FedEx plans to cut express capacity to and from Asia from April 1 and is looking at reducing its fleet by retiring more of its older, less-efficient aircraft.

The actions, along with cost cuts, will help the express unit perform better in the fourth quarter, Bronczek said.

“They have got to lower their costs because they are getting paid a lot less for the packages they are shipping,” said BB&T Capital Markets analyst Kevin Sterling.

“It is hard for them to adjust quickly because we are talking about planes which cannot just be parked in the garage overnight,” said Sterling, who doesn’t expect margins to improve for a few quarters.

FedEx, considered an economic bellwether because of the massive volume of goods it moves, forecast fourth-quarter adjusted earnings of $1.90 (U.S.) to $2.10 per share. Analysts on average expect $2.07 per share.

The company now expects a profit of $6.00 to $6.20 per share for fiscal 2013 ending May 31. It had earlier forecast $6.20 to $6.60 per share. Analysts on average expect earnings of $6.31 per share, according to Thomson Reuters I/B/E/S.

Rival United Parcel Service Inc in January forecast weaker-than-expected 2013 profit, citing an uneven global economy.

FedEx announced a plan in October to improve profits by $1.7-billion over four years by cutting costs in the express unit.

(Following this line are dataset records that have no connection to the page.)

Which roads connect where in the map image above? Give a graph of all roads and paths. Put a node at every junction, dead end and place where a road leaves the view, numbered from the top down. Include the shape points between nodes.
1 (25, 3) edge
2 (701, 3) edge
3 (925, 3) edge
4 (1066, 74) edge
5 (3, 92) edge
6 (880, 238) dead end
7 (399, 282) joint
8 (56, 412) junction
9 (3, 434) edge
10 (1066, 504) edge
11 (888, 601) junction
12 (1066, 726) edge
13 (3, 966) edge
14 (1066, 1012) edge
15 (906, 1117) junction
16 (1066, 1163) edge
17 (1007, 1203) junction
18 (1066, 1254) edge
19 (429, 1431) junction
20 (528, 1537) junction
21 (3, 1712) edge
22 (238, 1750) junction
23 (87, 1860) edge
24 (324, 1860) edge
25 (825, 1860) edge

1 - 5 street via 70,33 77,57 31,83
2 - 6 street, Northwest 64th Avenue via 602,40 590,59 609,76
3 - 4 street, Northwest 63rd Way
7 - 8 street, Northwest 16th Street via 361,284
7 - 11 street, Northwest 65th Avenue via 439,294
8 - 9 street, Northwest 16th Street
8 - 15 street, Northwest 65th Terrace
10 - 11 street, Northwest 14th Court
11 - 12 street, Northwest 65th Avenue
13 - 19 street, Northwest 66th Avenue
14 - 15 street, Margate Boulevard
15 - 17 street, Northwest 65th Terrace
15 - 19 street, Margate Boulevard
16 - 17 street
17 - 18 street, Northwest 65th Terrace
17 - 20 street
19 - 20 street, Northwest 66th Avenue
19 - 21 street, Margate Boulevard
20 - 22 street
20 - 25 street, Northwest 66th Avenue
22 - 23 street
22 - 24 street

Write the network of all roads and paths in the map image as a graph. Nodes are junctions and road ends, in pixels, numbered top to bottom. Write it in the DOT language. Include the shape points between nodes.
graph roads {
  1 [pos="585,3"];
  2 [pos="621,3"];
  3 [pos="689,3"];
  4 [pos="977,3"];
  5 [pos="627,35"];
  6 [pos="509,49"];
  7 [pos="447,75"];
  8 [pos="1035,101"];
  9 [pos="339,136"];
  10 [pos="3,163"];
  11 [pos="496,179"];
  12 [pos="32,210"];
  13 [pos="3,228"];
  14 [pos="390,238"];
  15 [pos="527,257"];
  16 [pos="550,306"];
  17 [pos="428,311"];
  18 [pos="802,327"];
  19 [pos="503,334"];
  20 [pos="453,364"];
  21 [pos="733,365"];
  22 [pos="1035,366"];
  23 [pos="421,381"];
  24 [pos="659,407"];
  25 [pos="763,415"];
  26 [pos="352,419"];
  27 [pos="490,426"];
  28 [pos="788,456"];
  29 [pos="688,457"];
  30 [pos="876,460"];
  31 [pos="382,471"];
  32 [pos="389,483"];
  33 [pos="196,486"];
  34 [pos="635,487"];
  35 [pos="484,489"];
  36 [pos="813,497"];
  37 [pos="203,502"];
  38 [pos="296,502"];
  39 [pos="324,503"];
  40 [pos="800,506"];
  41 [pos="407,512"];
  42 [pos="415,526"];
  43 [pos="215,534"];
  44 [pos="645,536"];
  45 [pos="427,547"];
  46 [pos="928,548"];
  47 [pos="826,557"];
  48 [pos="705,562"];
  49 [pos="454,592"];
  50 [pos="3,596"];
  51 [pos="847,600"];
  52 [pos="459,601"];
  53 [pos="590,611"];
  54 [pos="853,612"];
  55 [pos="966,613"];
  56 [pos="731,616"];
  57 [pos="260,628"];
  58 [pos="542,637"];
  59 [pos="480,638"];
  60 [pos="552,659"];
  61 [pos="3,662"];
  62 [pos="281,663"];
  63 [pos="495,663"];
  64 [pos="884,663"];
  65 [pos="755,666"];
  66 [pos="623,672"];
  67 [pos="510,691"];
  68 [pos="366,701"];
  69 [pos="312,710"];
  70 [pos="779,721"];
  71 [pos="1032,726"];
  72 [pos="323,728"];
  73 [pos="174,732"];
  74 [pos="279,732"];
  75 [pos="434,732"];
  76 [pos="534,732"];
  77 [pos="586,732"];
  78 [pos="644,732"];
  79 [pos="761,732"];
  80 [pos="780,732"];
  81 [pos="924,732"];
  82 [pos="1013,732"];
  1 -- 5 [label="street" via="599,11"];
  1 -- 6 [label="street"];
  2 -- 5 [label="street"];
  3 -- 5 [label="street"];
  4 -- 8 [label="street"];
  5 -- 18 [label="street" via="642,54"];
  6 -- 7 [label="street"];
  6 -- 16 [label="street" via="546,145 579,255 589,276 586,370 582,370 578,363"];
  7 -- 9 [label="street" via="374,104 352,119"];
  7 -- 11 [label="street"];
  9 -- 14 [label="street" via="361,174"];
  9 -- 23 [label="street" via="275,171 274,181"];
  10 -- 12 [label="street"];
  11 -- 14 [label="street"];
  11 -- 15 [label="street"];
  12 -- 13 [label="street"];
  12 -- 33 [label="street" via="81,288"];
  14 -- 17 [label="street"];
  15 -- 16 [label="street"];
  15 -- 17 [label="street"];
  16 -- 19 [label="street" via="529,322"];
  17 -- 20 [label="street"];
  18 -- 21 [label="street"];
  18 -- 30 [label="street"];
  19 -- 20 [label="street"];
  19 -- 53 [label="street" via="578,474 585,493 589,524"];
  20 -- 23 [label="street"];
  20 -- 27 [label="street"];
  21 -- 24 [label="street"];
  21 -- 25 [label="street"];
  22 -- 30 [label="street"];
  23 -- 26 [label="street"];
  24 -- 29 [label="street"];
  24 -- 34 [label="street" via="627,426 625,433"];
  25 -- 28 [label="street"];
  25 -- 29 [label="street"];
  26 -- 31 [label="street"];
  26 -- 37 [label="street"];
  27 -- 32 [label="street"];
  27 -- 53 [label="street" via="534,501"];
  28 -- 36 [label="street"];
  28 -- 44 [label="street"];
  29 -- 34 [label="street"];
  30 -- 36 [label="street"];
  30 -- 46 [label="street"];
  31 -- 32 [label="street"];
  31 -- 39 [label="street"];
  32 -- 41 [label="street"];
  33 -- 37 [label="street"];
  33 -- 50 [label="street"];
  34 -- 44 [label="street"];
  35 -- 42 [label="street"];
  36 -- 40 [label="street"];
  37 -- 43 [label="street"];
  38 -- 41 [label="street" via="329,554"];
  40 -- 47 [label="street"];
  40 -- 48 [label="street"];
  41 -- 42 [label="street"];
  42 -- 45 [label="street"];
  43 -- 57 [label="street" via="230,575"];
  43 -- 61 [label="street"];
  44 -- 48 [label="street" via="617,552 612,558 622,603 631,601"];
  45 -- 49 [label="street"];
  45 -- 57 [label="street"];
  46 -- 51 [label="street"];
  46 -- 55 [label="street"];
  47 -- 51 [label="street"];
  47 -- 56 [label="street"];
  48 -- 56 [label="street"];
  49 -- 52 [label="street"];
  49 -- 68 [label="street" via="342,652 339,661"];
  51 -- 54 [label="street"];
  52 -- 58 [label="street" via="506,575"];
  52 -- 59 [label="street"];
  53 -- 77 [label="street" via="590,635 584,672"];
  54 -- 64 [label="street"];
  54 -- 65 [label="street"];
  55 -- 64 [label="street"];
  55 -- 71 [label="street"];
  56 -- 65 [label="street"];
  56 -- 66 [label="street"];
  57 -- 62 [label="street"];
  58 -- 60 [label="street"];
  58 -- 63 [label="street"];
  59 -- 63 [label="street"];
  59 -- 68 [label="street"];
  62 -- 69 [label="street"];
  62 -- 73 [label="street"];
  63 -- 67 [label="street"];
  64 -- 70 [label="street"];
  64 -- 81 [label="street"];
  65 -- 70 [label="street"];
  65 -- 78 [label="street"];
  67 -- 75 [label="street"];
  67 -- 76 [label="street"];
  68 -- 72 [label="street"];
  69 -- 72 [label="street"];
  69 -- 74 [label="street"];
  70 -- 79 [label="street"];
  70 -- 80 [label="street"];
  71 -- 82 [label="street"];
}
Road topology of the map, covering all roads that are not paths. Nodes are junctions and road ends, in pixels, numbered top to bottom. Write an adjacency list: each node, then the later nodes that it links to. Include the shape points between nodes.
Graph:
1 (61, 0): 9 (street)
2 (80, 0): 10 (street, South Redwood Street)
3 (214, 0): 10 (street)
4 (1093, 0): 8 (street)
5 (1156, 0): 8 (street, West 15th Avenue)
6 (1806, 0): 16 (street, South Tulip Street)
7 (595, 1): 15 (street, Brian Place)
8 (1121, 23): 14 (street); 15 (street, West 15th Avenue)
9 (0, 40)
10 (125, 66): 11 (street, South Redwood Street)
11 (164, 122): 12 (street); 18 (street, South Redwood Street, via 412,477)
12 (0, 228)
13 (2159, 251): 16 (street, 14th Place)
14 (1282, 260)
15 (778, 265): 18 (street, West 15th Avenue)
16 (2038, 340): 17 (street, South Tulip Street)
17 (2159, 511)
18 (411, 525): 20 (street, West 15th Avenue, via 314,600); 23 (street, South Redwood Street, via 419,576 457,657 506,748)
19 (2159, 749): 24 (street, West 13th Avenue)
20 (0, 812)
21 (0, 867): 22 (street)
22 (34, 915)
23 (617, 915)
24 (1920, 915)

FedEx said a number of its executives accepted voluntary buyouts in early February, and that it had notified thousands more of their eligibility for buyouts.

Third-quarter net income fell 31 per cent to $361-million, or $1.13 per share. Excluding items, FedEx earned $1.23 per share.

Revenue rose 4 per cent to $11.0-billion. Analysts expected earnings of $1.38 per share on revenue of $10.85-billion.